Focus

Focus Contact Lenses

Focus contact lenses are one of the major brands of contact lenses on the market today. Contact lenses from Focus can be a great way to improve your eye sight without the need for eyeglasses.

When eyeglasses were invented, it was possible for millions of people to see more clearly. Then when contact lenses were made—even the Focus contact lenses—corrective lenses that could be placed directly on the eye ball made it possible for people to see more clearly without anyone even knowing that they needed any help in seeing. Many people had a lot of different opinions about contact lenses when they were first rising to prominence in the 1980s and 1990s.

Focus Contact Lens

Many people viewed contact lenses as a major improvement over glasses. But many people decided they were merely an ego-gratifying cosmetic device that keeps you from having to wear glasses. The truth may be somewhere in the middle. Contact lenses were created, as it is said, by Leonardo da Vinci, when he stuck his head in a large bowl of water and realized that liquid pressing against his eye cleared his distorted vision. He wrote this discovery down in one of his notebooks.

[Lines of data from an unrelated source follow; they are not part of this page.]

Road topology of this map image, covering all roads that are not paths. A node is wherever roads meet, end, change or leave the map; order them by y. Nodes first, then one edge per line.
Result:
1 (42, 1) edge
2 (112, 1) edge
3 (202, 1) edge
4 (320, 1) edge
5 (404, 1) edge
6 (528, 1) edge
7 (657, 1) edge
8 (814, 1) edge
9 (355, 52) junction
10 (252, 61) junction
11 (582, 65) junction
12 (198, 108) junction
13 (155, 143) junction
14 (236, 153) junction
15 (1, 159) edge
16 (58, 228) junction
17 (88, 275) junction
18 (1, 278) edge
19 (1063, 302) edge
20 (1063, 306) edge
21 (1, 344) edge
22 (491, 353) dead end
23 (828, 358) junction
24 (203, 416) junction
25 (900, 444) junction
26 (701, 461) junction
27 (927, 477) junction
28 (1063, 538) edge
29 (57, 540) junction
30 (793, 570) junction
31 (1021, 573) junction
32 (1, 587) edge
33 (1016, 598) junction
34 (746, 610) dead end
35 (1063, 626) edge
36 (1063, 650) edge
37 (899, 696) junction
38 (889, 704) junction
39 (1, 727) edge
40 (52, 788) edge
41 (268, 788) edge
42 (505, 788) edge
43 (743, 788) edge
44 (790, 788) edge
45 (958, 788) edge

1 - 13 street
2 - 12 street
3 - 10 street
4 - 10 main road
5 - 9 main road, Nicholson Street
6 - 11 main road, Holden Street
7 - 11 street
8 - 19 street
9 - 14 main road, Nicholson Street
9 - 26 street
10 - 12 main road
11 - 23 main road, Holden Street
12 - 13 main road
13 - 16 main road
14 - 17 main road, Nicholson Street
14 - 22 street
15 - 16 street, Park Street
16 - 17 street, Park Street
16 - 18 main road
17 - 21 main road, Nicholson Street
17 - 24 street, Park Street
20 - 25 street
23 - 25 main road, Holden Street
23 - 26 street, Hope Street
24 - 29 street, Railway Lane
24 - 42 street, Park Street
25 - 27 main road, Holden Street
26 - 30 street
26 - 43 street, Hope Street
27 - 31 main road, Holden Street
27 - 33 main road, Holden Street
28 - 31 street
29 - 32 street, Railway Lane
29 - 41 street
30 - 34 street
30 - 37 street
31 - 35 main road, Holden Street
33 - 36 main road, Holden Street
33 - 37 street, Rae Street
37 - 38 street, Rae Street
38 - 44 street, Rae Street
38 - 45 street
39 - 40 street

Some three hundred years later, an English physicist replaced the bowl of water with a water-filled tube and placed a lens at one end of it. He saw a sharp image and it was a more practical discovery. Contact lenses were later created made out of glass. And then the next generation of contact lenses arrived in the late 1940s and 1950s, when plastic, small, round contacts could be placed right on top of your eyeballs.

Focus Toric Contact Lens

When people were trying to put together the modern contacts—including the Focus contacts—researchers tried different materials to make contact lenses more comfortable by tapering and smoothing the edges. Doctors and contact lens makers figured out that while large and heavy lenses caused eye and eyelid irritation, the major source of eye pain from wearing contact lenses was oxygen starvation. The lenses blocked the normal supply of air to the cornea. The less air that the cornea received, the more pain people were in. As researchers continued looking into contact lenses, they realized that small amounts of oxygen are normally dissolved in tears. And because the cornea is constantly lubricated by tears and since contact lenses actually float on a thin layer of tears, these scientists realized that the best way to ease the discomfort would be to find a way to let more tears come into contact with the cornea.